Problem description:
Go through each line of the records below and count those with the word "Antoine"; give only the total.

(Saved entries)

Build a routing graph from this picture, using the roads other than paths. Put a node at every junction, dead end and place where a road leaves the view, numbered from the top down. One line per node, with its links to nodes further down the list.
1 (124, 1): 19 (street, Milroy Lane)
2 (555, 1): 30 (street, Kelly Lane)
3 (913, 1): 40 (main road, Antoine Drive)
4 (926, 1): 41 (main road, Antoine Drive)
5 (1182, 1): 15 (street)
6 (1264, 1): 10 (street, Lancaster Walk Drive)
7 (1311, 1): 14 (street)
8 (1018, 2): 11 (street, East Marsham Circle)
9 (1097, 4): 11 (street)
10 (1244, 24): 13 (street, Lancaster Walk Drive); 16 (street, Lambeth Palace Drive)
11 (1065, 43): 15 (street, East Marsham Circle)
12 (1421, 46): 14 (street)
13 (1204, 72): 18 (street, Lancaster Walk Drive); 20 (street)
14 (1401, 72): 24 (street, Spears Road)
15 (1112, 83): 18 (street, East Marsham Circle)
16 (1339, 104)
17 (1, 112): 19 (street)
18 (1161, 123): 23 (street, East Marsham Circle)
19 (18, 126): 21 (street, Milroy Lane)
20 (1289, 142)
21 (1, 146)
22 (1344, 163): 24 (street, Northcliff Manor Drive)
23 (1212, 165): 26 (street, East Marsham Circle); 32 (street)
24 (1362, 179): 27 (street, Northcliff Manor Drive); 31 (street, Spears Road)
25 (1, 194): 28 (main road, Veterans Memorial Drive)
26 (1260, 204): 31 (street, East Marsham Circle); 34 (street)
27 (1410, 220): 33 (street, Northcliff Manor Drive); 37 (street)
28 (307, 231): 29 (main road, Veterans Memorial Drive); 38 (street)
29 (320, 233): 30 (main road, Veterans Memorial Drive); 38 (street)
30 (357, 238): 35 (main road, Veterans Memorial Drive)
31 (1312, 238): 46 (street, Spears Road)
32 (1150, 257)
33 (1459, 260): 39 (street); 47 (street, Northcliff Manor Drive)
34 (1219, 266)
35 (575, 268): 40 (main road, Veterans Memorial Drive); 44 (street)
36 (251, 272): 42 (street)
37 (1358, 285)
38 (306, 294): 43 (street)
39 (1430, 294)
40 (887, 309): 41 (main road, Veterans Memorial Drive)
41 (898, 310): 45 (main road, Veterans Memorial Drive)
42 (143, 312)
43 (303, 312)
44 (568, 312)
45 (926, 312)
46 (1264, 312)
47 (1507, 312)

Completed task:
2